The Debt Dilemma: Is The U.S. Military Bearing the Cost And Endangering Everyone?
The young today often dismiss history as a useless endeavour, and there is a confirmation bias for this belief because our educational institutions fail to teach history substantively. However, history very often repeats itself, and by learning about the past, we can have a window into what may befall us going forward.
British past historian Arnold Toynbee and current historian Sir Niall Ferguson have commented on why great civilizations collapse. They point out that virtually every major civilization died not from the outside but from within. It takes the form of a slow national suicide. The question then becomes, is America reaching the tipping point where it’s on the edge of collapse as a great power? Are Americans delusional into believing that America always comes back or that America is unique and can’t happen?
There is a commonality to the collapse of great powers. One is that these empires have autocratic leaders and an elitist cabal who control the rest of the populace. This certainly happened in Roman times and, more recently, with the Soviet Union, which had its elitist core. At the same time, the common man and woman suffered the drudgery on uninspiring work.
The other conditions that make an empire ripe for disintegration are its financial state. Debt gets to insurmountable levels, and the cost of running the country, especially the military, becomes beyond the ability of a nation to service it.
Niall Ferguson has written about this recently.
Historian warns America could face destruction because of controversial policy that both Biden and Trump have backed
Ferguson jokingly refers to the out-of-control debt balance as Ferguson’s Law. Right now, America is following policies of suicidal financial ruin. It doesn’t seem to matter who the President is or who gets elected to Congress.
The interest on U.S. debt will be $1 trillion in 2025, up from $892 billion in 2024. The defence budget in 2024 was $841 billion. So, the interest on debt exceeds defence spending; this is Ferguson’s Law. America cannot sustain any more defence spending, and even at current levels, it is falling behind China in a number of areas.
What’s especially notable is that China has the largest navy in the world today. While qualitatively the U.S. still has the lead, China is building up its forces at a dramatic pace. According to many analysts, it has its eye on Taiwan, which some surmise it will act upon during the Trump administration. What will the U.S. do? Probably nothing, as the logistics of countering a Chinese blockade or invasion would be abhorrent to most Americans. China also has the most significant land force in the world, and since Taiwan is near the mainland, it would be a hard sell for America to commit troops so far from home.

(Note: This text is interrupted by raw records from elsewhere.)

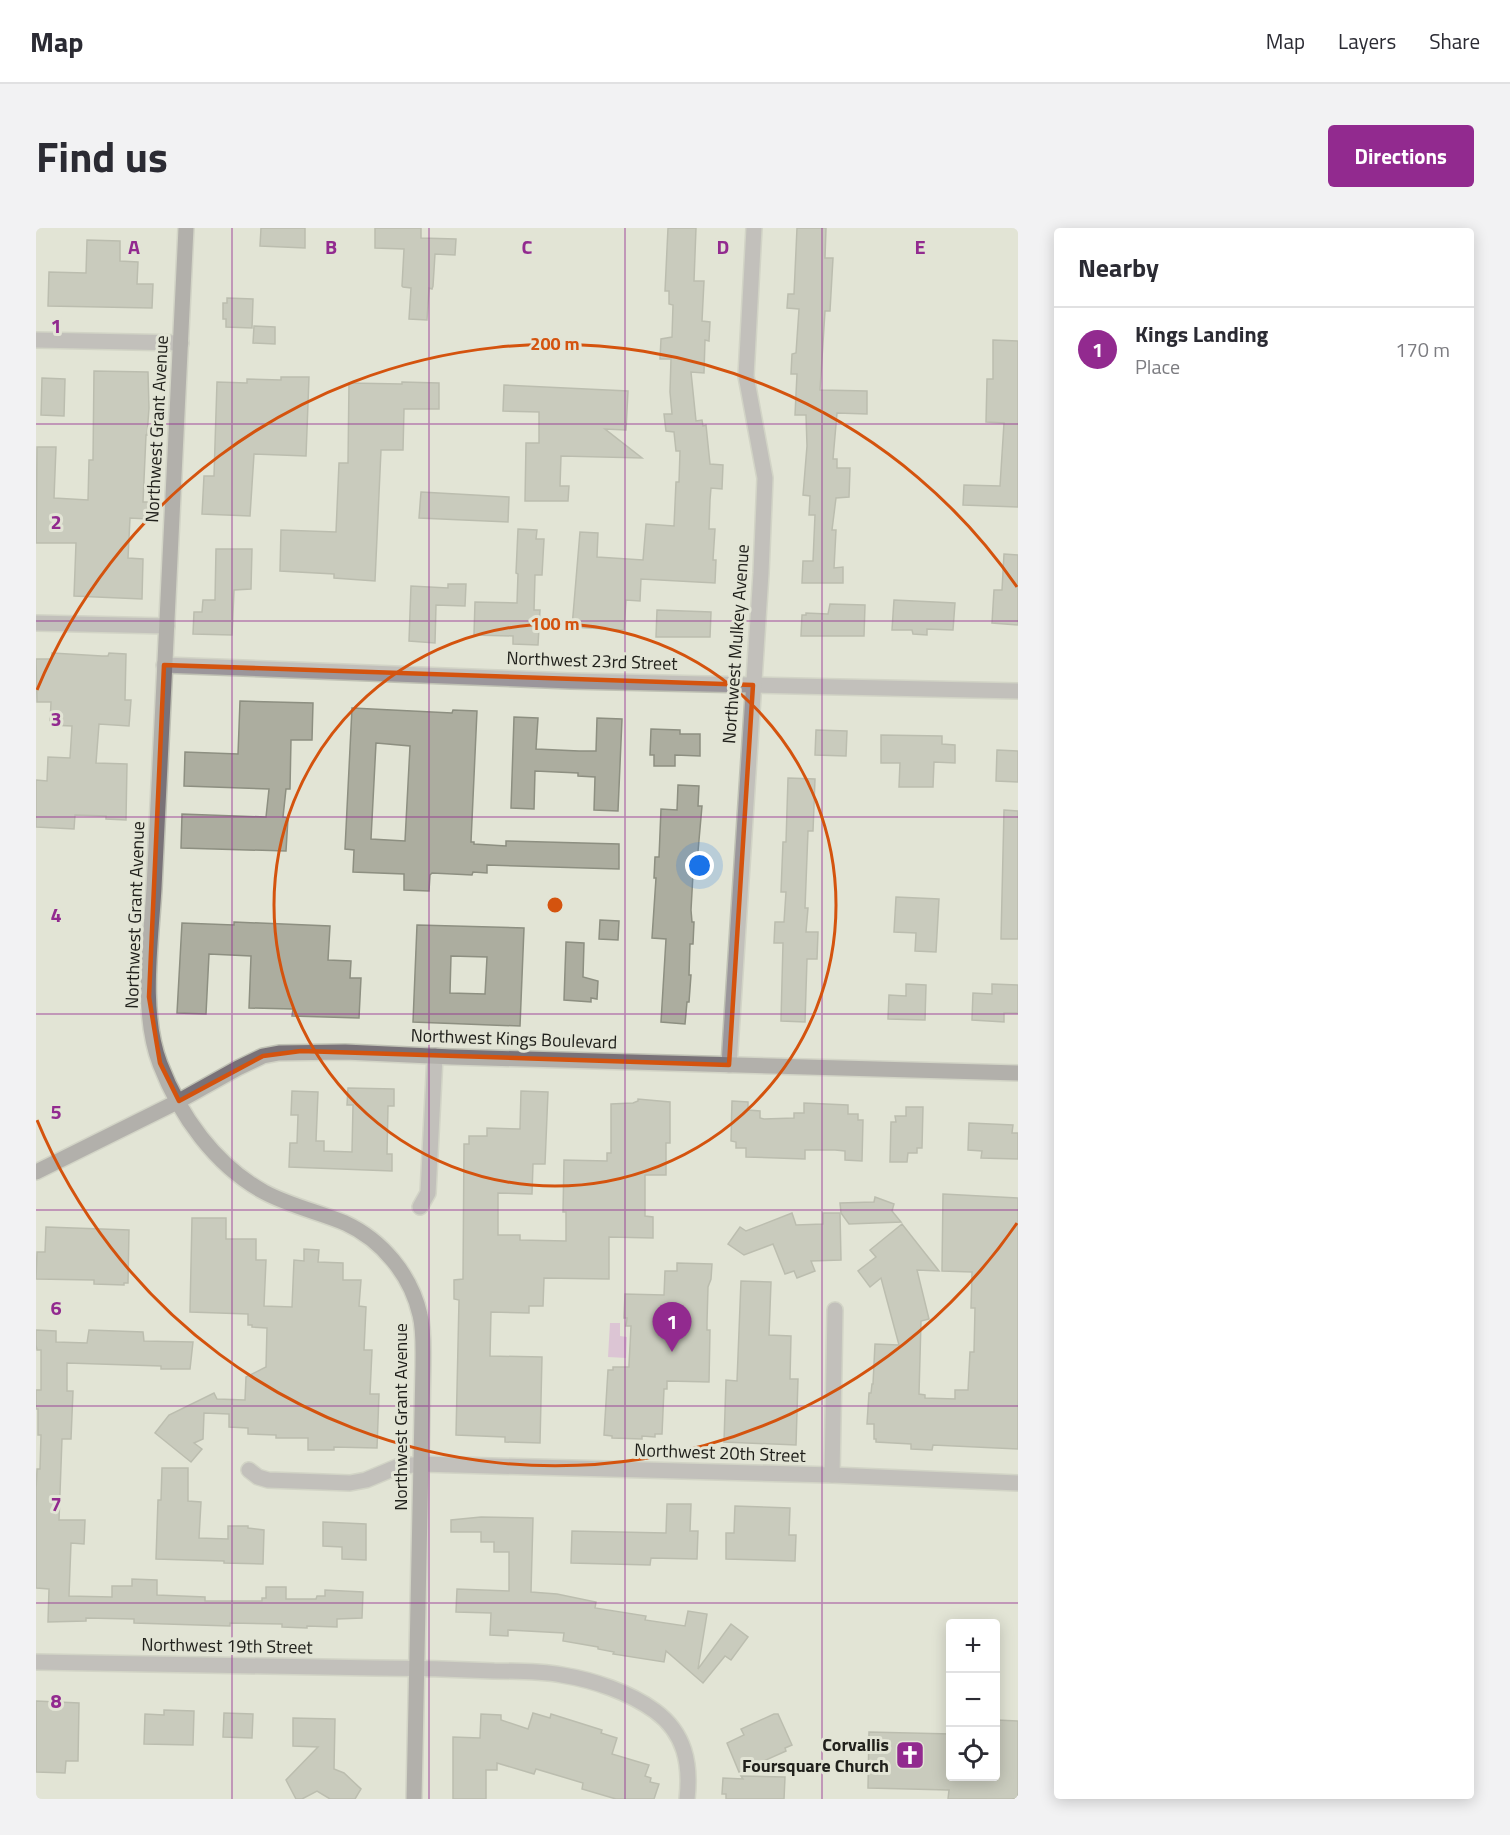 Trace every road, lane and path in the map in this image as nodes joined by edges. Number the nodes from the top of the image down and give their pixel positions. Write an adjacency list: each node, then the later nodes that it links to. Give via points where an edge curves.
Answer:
1 (186, 228): 4 (main road, Northwest Grant Avenue)
2 (754, 228): 8 (street, Northwest Mulkey Avenue, via 746,376 765,478)
3 (36, 340): 4 (street)
4 (181, 343): 6 (main road, Northwest Grant Avenue)
5 (36, 623): 6 (street)
6 (167, 626): 7 (main road, Northwest Grant Avenue)
7 (164, 666): 8 (street, Northwest 23rd Street); 13 (main road, Northwest Grant Avenue, via 149,997 151,1028 160,1063)
8 (753, 685): 9 (street, Northwest 23rd Street); 11 (street, Northwest Mulkey Avenue)
9 (1018, 691)
10 (435, 1056): 11 (main road, Northwest Kings Boulevard); 13 (main road, Northwest Kings Boulevard, via 279,1053 238,1068); 15 (street, via 428,1193)
11 (729, 1065): 12 (main road, Northwest Kings Boulevard)
12 (1018, 1073)
13 (179, 1101): 14 (main road, Northwest Kings Boulevard); 17 (main road, Northwest Grant Avenue, via 204,1142 243,1179 280,1200 363,1233 402,1271 411,1287 423,1333)
14 (36, 1172)
15 (420, 1207)
16 (835, 1310): 19 (street)
17 (421, 1464): 18 (street, Northwest 20th Street, via 397,1467 350,1483 268,1480); 19 (street, Northwest 20th Street); 22 (main road, Northwest Grant Avenue)
18 (249, 1470)
19 (832, 1476): 20 (street, Northwest 20th Street)
20 (1018, 1483)
21 (36, 1662): 22 (street, Northwest 19th Street)
22 (417, 1668): 23 (main road, Northwest Grant Avenue); 24 (street, Northwest 19th Street, via 562,1675 634,1698 655,1711 681,1742 689,1770)
23 (414, 1799)
24 (687, 1799)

The other concern is that the largest budget expenditure in the U.S. is social security, often called entitlements. For 2024, the social security expenditure was $1.46 trillion, almost double defence spending. Everyone deems social security necessary. There is one problem: no one wants to sacrifice to retain a viable social security system, not to mention the necessary defence spending.
Where is the money to come from in all this? Obviously, if you keep accumulating more and more debt, the interest payments increase. U.S. government debt has been increasing at alarming levels. The U.S. debt now stands at $36 trillion. The debt to Gross Domestic Product (GDP) is 133%. I get annoyed when I hear the term sustainable, but this is not sustainable for much longer.
The chart is quite dramatic, and it doesn’t matter who the President is; the debt is on an upward trajectory.
The debt keeps climbing because of ongoing budget deficits. The U.S. is spending money it doesn’t have, like a shopaholic who keeps buying stuff on his credit card and pays off only a tiny portion. The overall balance keeps accumulating, and the debt on the card is never paid off.
This is also being exacerbated by unbridled immigration, especially the millions of illegals. Many of them have to be subsidized by the government, not only with health care and making room for more classrooms but also for general support from the welfare state.
There is a twofold solution to this crisis: cut spending and increase revenue. There is also a third one, less agreeable but may be necessary to some degree: increase taxation at some level.
Of course, no one wants to sacrifice; it’s the “not me” attitude. The elitists, who represent less than one per cent of the population, can game the system. It’s the middle class and lower upper class who pay the taxes that keep funding the largess of big corporations, who want cheap labour and perpetuate the immigration crisis.
Few people will sacrifice their entitlements. It’s odd in America, but because every working person pays into social security through their wages, everyone, including multimillionaires and billionaires, is entitled to receive benefits when they retire.
In Australia, a pension is means tested according to your non-residential assets. While there is no separate deduction for social security to Australian wage payers, the reality is that they pay just the same through regular taxation. It’s accepted that if you have over one million dollars in non-residential investment, your Social Security retirement benefits will phase out. Are Americans prepared to sacrifice the benefit?
The bottom line is that unless there is a dramatic cessation of the immigrant invasion, cessation of frivolous military spending overseas and a tightening of domestic spending, the U.S. will be unable to fund its military budget, and that is going to have dire consequences for the rest of the world.